I am looking to add Emporer and Congo Tetras to the tank with 9 cherry barbs and 1 male betta. I am figuring about 3-5 of each type and I have a couple questions of people who might have these in a planted tank.

- Congos get fairly large. if I have 3-5 of these will they get too large for a 40 gallon breeder tank?
- Is 3-5 of either of these species too few to keep these guys happy?
- Any other advice/experiences you'd like to pass on about either of these tetras would be great.

Thanks...


----------



## apc789 (Jan 7, 2010)

Hi Ridgeback. I kept 6 Emperor Tetras in a 20g long, along with 4 Apistogramma Cacatuoides and a few Amano Shrimp. They are beautiful fish and said to be peaceful, good community tank mates, but my experiences were different. They were very aggressive for a tetra, and heavily competitive when it comes to feeding time(Maybe the tank was overstocked). Obviously the apisto's could hold their own but my apisto's didn't start spawning until I removed the Emperors. They must have made them very nervous and uncomfortable, not to mention they can get to about the same size as Apistogramma Cacatuoides. 

They sure are a beautiful fish. Just thought I would share my experience with you.


----------



## Ridgeback (Feb 6, 2010)

Thanks for the info tigerbarb. 

I wasn't aware they were aggressive eaters. I have cherry barbs that are pretty active and can hold their own. I am not overly concerned about them. 

My plan was to add a few apistos (Borelli most likely) or German Rams. 

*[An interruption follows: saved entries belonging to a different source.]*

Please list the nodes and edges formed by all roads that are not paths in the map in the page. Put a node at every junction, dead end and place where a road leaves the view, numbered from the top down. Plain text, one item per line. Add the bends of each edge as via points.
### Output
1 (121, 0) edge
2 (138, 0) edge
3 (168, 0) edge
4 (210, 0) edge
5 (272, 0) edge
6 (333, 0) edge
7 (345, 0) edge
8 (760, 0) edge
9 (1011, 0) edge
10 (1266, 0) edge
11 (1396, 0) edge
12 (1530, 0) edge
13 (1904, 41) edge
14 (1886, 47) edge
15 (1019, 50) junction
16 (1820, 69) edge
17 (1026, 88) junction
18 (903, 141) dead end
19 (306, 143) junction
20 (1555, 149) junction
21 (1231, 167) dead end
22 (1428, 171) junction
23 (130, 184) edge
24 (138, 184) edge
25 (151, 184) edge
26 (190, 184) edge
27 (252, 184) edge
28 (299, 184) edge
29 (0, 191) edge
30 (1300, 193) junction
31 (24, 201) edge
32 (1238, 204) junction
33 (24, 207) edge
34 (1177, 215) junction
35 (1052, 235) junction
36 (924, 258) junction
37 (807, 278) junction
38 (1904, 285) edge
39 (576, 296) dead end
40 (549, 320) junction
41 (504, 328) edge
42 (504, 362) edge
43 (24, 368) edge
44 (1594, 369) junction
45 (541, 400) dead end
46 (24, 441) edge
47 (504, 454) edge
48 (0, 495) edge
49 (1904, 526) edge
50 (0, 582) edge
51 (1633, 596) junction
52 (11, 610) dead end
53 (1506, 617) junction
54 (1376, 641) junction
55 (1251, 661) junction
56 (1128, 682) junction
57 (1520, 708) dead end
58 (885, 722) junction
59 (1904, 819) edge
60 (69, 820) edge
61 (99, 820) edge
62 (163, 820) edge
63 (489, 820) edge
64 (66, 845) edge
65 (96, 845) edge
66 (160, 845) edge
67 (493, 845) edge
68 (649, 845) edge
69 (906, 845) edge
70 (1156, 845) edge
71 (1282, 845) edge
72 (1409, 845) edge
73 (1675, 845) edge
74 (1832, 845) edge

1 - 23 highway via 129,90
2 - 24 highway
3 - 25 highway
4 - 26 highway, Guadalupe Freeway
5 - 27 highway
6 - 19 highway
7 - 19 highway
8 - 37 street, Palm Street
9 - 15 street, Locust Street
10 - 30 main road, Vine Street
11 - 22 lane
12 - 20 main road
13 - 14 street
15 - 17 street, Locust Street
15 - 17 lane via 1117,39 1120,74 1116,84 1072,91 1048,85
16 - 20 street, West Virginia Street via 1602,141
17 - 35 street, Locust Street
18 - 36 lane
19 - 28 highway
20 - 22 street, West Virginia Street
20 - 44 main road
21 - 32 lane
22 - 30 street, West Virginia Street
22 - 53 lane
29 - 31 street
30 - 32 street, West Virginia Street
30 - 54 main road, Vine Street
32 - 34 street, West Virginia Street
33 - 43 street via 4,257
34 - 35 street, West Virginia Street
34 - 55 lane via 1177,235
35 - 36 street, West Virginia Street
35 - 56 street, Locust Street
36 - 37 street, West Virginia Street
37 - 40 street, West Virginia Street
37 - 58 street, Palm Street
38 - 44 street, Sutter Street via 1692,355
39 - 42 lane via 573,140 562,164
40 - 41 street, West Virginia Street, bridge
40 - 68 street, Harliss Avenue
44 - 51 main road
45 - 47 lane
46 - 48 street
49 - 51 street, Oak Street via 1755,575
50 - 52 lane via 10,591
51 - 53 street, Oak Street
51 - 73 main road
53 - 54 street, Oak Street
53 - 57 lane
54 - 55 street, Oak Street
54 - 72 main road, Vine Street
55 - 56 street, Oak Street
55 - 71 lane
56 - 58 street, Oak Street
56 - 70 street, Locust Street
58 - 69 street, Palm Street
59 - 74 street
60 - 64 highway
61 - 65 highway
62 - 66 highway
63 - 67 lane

Did the emporers exhibit any aggressive behavior toward other fish or did they transform themselves into frenzied pirhanas as soon as the food hit the water? Did you have any problems with them tearing up your plants?


----------



## apc789 (Jan 7, 2010)

LOL Well said. They did not display aggressive behaviors towards the other fish but they did turn into miniature frenzied piranahs during feeding time. And no they did not tear up the plants.


----------



## Knotty Bitz (Mar 11, 2009)

I have 5 emperor tetras in a 75 gallon with cockatoo cichlids and celestial pearl danios. They are not aggressive towards any of the other fish although they are competitive when getting food. The only sign of aggression is when another emperor tetra comes to close to the alpha male. I think space has alot to do with it.


----------